• _EXCERPTED DATA_:
BEGIN
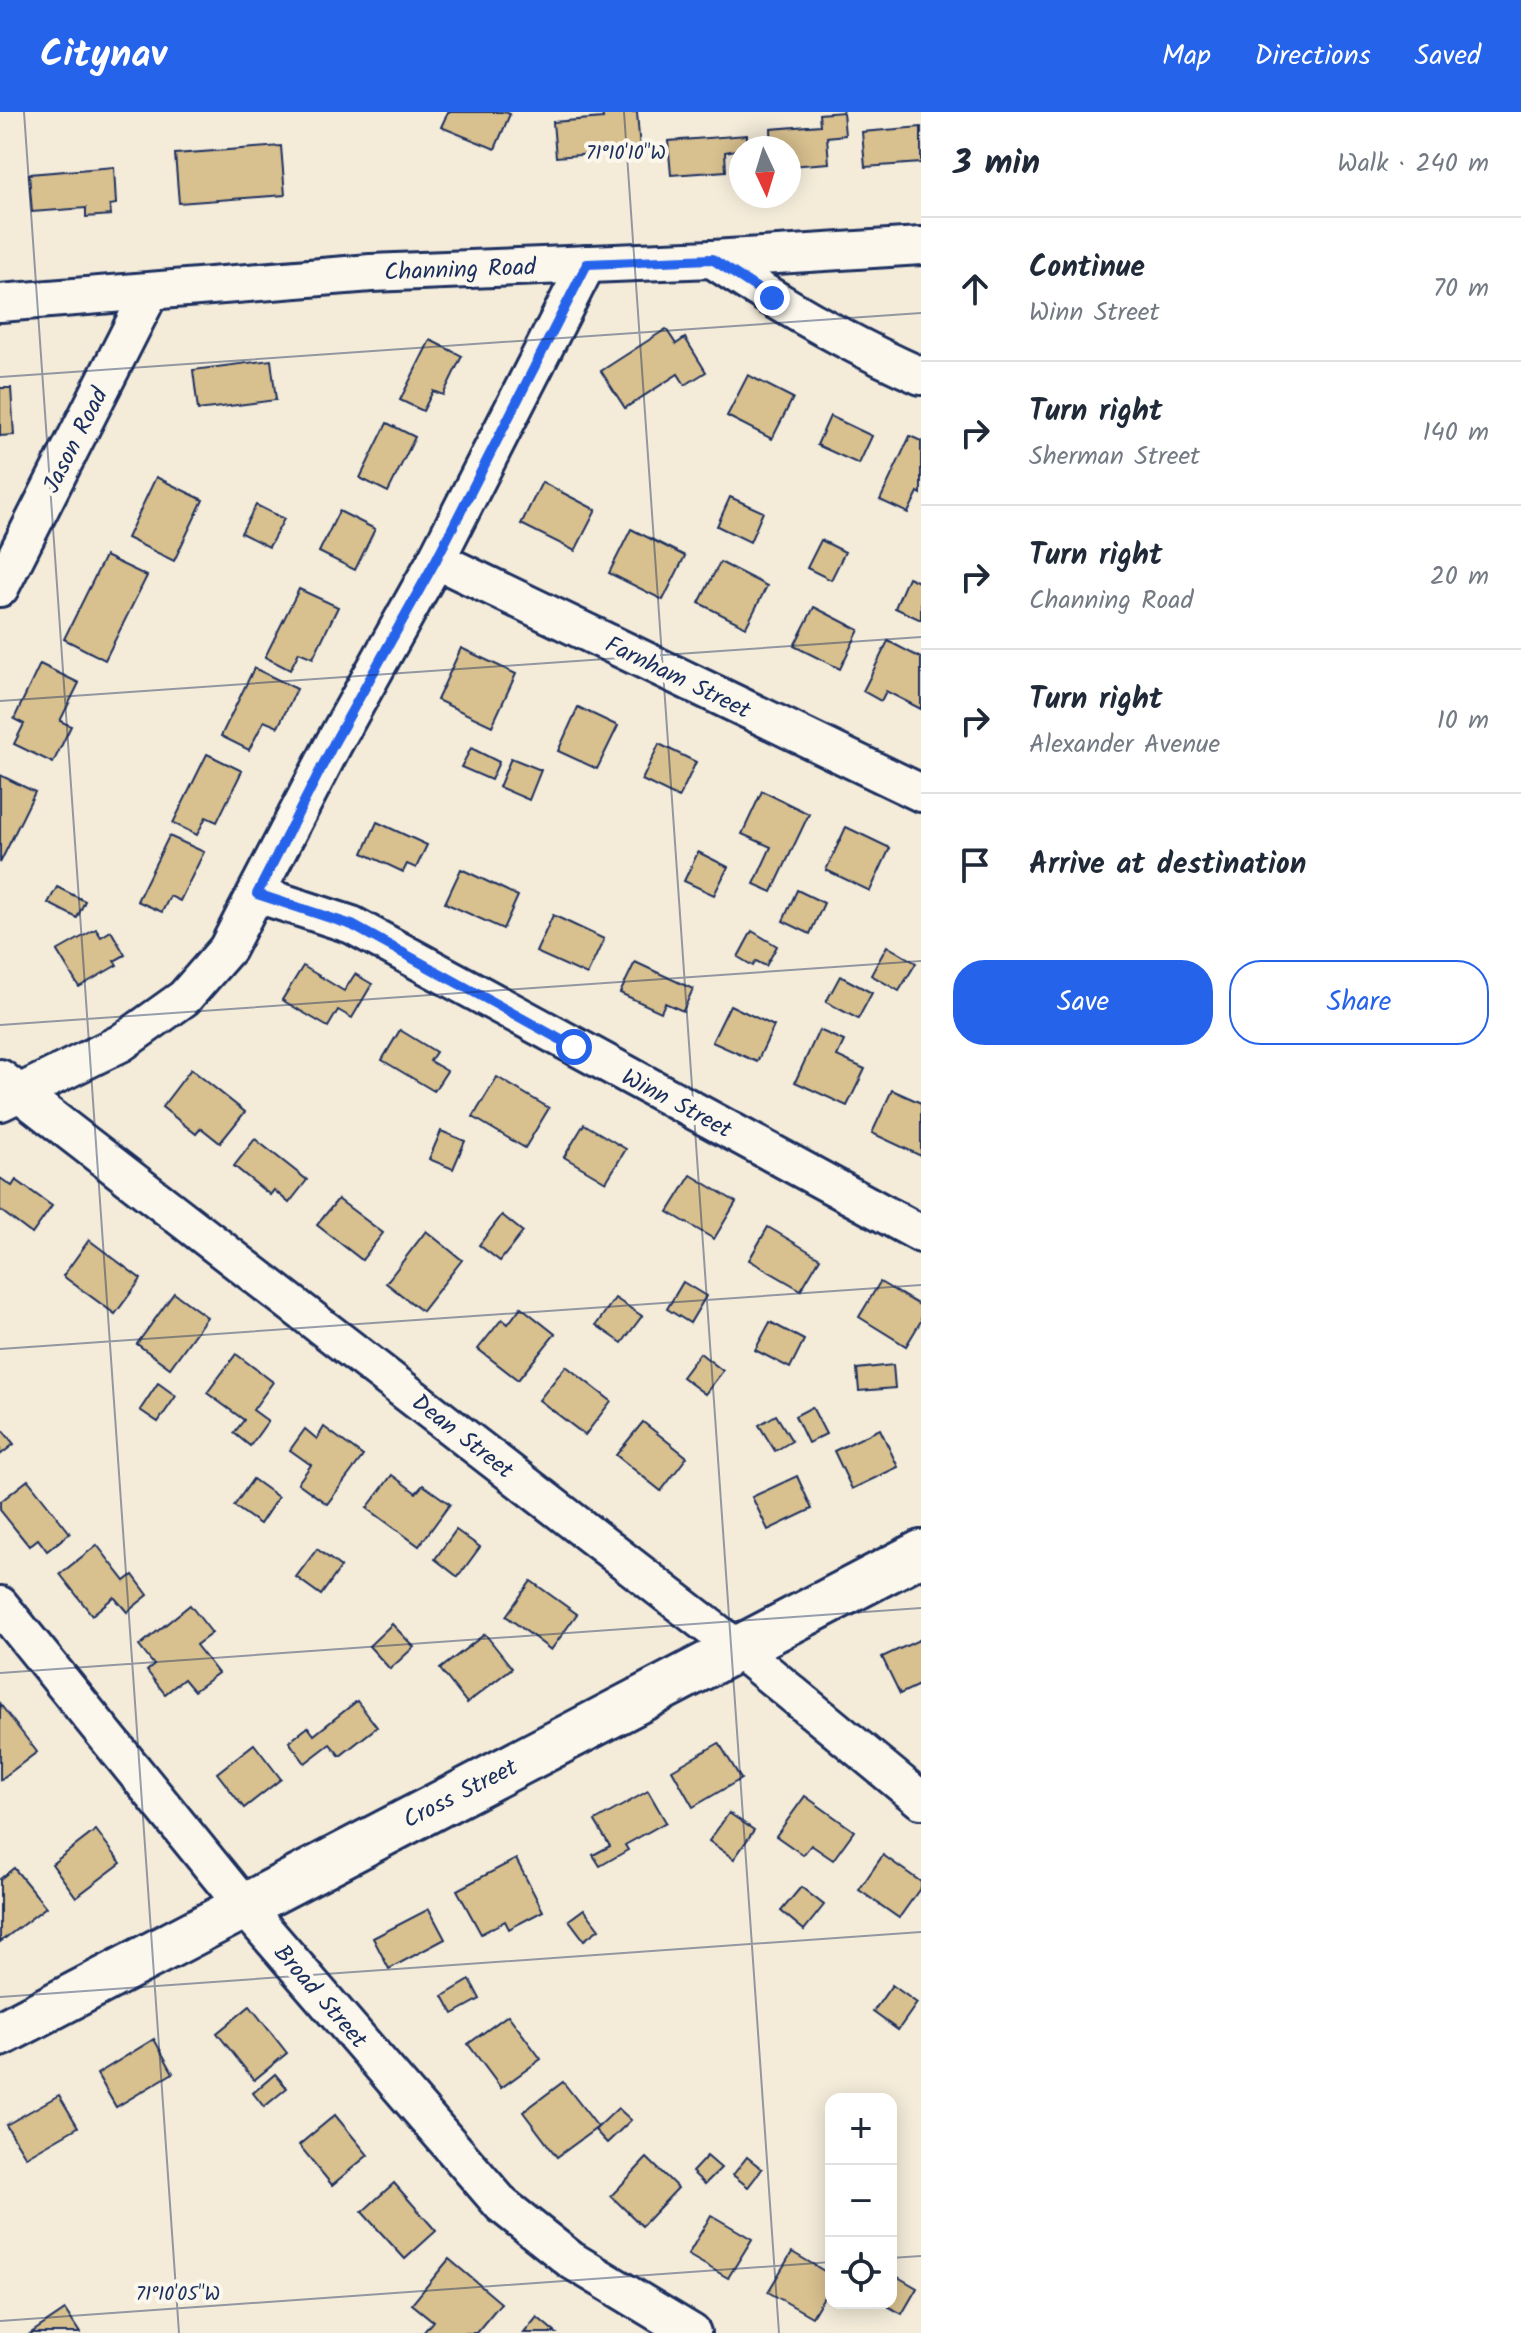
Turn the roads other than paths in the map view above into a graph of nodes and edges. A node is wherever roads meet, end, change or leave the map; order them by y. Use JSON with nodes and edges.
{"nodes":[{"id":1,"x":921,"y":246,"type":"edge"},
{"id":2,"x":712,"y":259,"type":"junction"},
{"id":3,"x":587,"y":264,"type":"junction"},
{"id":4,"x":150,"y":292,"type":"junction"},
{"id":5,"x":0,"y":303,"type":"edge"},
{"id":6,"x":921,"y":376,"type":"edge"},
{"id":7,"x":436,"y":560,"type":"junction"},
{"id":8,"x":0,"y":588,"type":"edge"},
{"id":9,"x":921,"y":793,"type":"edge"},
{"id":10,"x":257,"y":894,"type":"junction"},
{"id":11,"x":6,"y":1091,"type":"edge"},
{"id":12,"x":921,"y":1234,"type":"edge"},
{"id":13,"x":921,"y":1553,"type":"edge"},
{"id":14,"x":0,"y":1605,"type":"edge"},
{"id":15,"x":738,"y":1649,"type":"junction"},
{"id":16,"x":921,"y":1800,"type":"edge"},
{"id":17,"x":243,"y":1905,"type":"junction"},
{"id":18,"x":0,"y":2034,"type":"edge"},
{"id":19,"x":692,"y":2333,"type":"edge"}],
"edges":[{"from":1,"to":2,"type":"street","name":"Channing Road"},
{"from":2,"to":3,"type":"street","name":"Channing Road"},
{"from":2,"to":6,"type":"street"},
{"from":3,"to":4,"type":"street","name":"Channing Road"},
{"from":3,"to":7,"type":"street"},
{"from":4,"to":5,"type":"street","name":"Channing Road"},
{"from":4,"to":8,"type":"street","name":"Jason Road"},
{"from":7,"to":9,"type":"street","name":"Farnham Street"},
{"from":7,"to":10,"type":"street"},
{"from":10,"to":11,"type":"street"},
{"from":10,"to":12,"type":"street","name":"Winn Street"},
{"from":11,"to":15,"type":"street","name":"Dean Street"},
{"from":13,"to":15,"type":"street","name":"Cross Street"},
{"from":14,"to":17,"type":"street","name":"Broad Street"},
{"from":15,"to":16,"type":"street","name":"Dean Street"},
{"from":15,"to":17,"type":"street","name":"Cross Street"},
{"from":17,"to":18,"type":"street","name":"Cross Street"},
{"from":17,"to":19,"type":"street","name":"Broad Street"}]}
END
• _ASSIGNED TASK_: Scan the entries for the word "junction". Report each line that has it.

• _TASK ANSWER_:
{"id":2,"x":712,"y":259,"type":"junction"},
{"id":3,"x":587,"y":264,"type":"junction"},
{"id":4,"x":150,"y":292,"type":"junction"},
{"id":7,"x":436,"y":560,"type":"junction"},
{"id":10,"x":257,"y":894,"type":"junction"},
{"id":15,"x":738,"y":1649,"type":"junction"},
{"id":17,"x":243,"y":1905,"type":"junction"},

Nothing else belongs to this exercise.